Unfehlbarkeit: Papst antwortet Hans Küng

Papst Franziskus’ Antwortschreiben lässt auf Bewegung in der umstrittenen Unfehlbarkeitsfrage hoffen. Der aufbruch dokumentiert Küngs Kommentar und Erwin Koller lotet die theologische Bedeutung der päpstlichen Antwort aus.

 

Hans Küng begrüsst, dass der Papst Freiräume für eine neue Debatte des Unfehlbarkeitsdogmas sieht. (Foto: Südbeck-Baur) Hans Küng begrüsst, dass der Papst Freiräume für eine neue Debatte des Unfehlbarkeitsdogmas sieht. (Foto: Südbeck-Baur)

Von Hans Küng

„Am 9. März 2016 erschien in führenden Zeitungen verschiedener Länder mein Appell an Papst Franziskus, einer freien, unvoreingenommenen und ergebnisoffenen Diskussion der Unfehlbarkeitsproblematik Raum zu geben. Es hat mich sehr gefreut, schon unmittelbar nach Ostern über die Berliner Nuntiatur ein vom Palmsonntag (20. März) datiertes persönliches Antwortschreiben von Papst Franziskus zu erhalten.

 An diesem Schreiben sind für mich folgende Punkte bedeutsam:

– dass mir Papst Franziskus überhaupt antwortet und mich nicht mit meinem Appell sozusagen ins Leere laufen lässt;

– dass er selber antwortet und nicht nur durch seinen Privatsekretär oder den Kardinalstaatssekretär;

– dass er den brüderlichen Charakter seines spanischen Schreibens unterstreicht durch die kursiv gesetzte deutsche Anrede  »lieber Mitbruder«;

– dass er den Appell, den ich ihm auch in einer spanischen Übersetzung beigelegt hatte, aufmerksam gelesen hat;

– dass er die Überlegungen hochschätzt, die dazu geführt haben, den Band 5 zu schreiben, in dem ich vorschlage, die verschiedenen Fragen, die das Dogma der Unfehlbarkeit aufwirft, im Licht der Heiligen Schrift und der Tradition theologisch zu diskutieren mit dem Ziel, den konstruktiven Dialog der Kirche des 21. Jahrhunderts, »semper reformanda«, mit der Ökumene und der postmodernen Gesellschaft zu vertiefen.
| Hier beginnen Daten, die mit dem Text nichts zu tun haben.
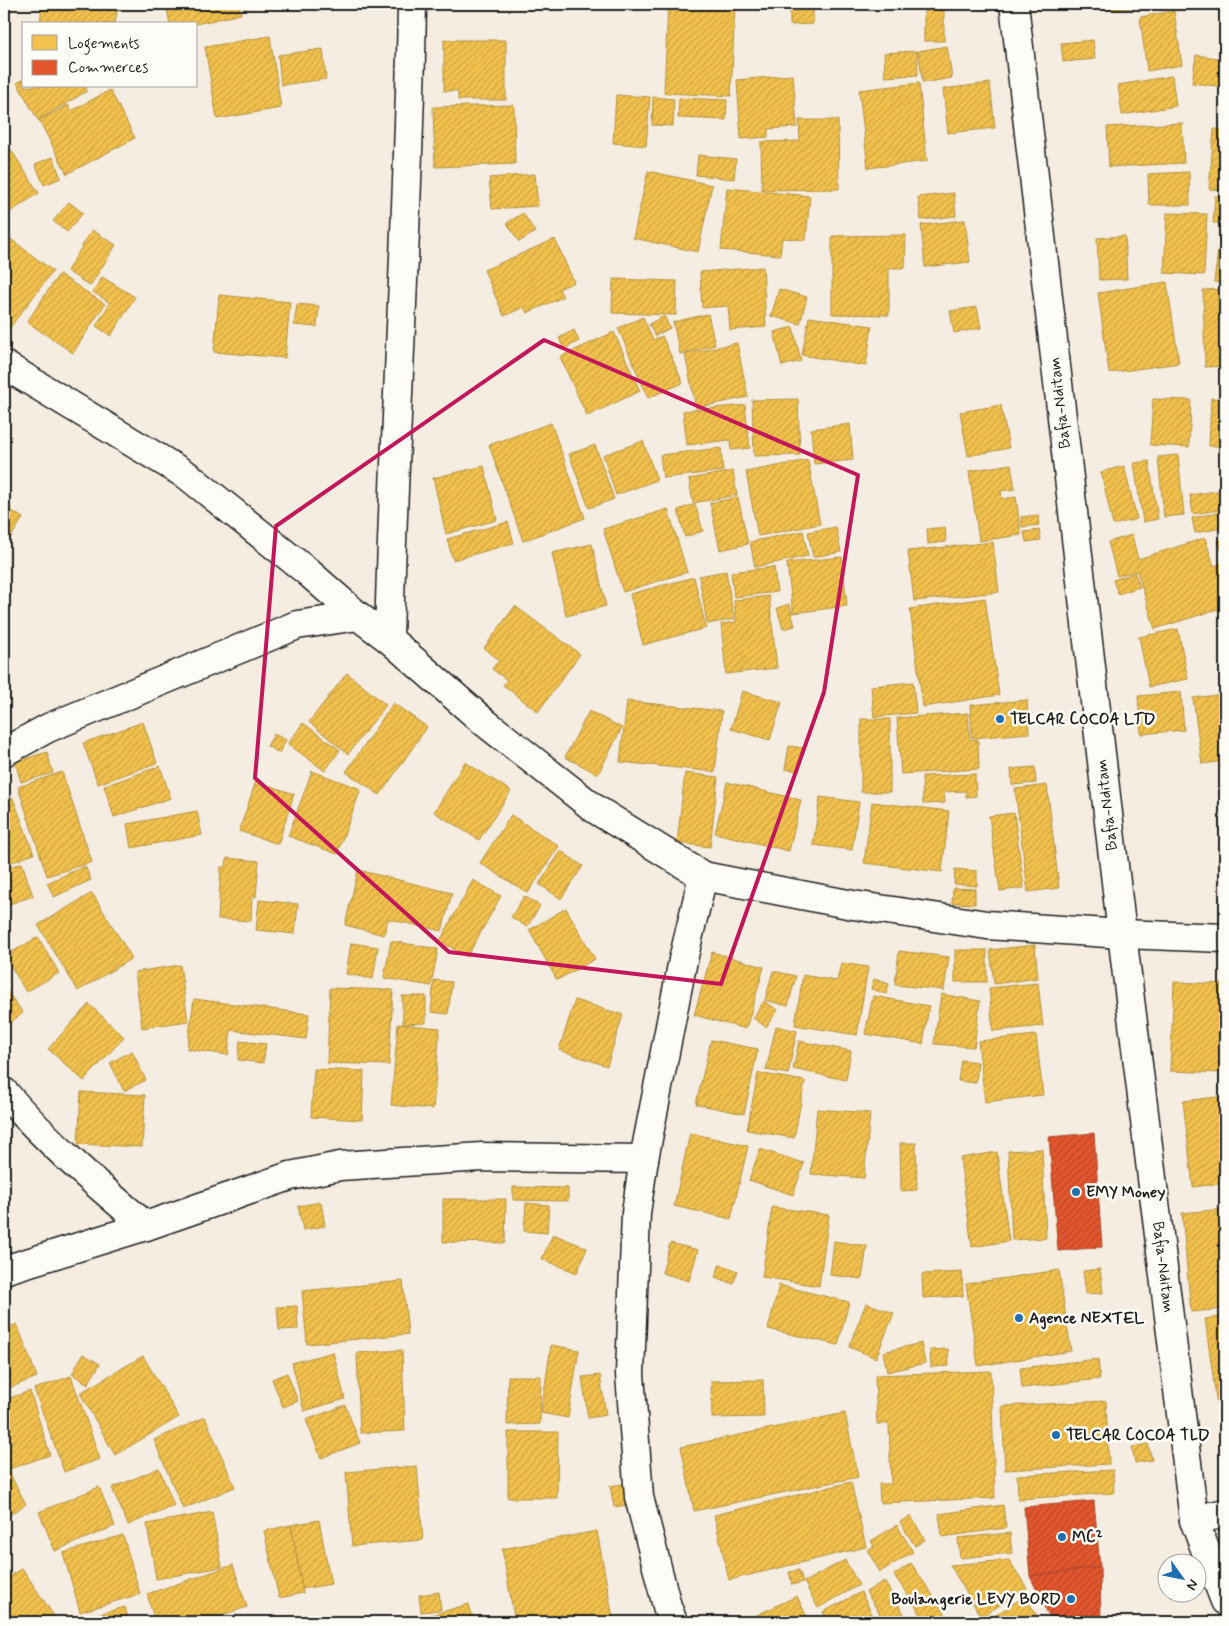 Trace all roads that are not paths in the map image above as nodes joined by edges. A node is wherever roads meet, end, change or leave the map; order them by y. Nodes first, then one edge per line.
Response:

Einschränkungen macht Papst Franziskus keine. Damit hat er meinem Wunsch entsprochen, einer freien Diskussion des Dogmas der Unfehlbarkeit Raum zu geben. Diesen neuen Freiraum, so meine Folgerung, gilt es zu nutzen, um die Klärung der in katholischer Kirche und Ökumene umstrittenen dogmatischen Festlegungen voranzutreiben.

Damals konnte ich nicht ahnen, welchen Freiraum Papst Franziskus wenige Tage später im Nachsynodalen Apostolischen Schreiben Amoris laetitia eröffnete. Schon in der Einleitung erklärt er, »dass nicht alle doktrinellen, moralischen oder pastoralen Diskussionen durch ein lehramtliches Eingreifen entschieden werden müssen«. Er wendet sich gegen eine »kalte Schreibtischmoral « und will nicht, dass sich die Bischöfe weiterhin wie »Kontrolleure der Gnade« verhalten. Die Eucharistie sieht er nicht als eine Belohnung für die vollkommenen, sondern als eine »Nahrung für die Schwachen «. Wiederholt zitiert er Äusserungen der Bischofssynode und der nationalen Bischofskonferenzen. Er will nicht mehr der alleinige Sprecher der Kirche sein.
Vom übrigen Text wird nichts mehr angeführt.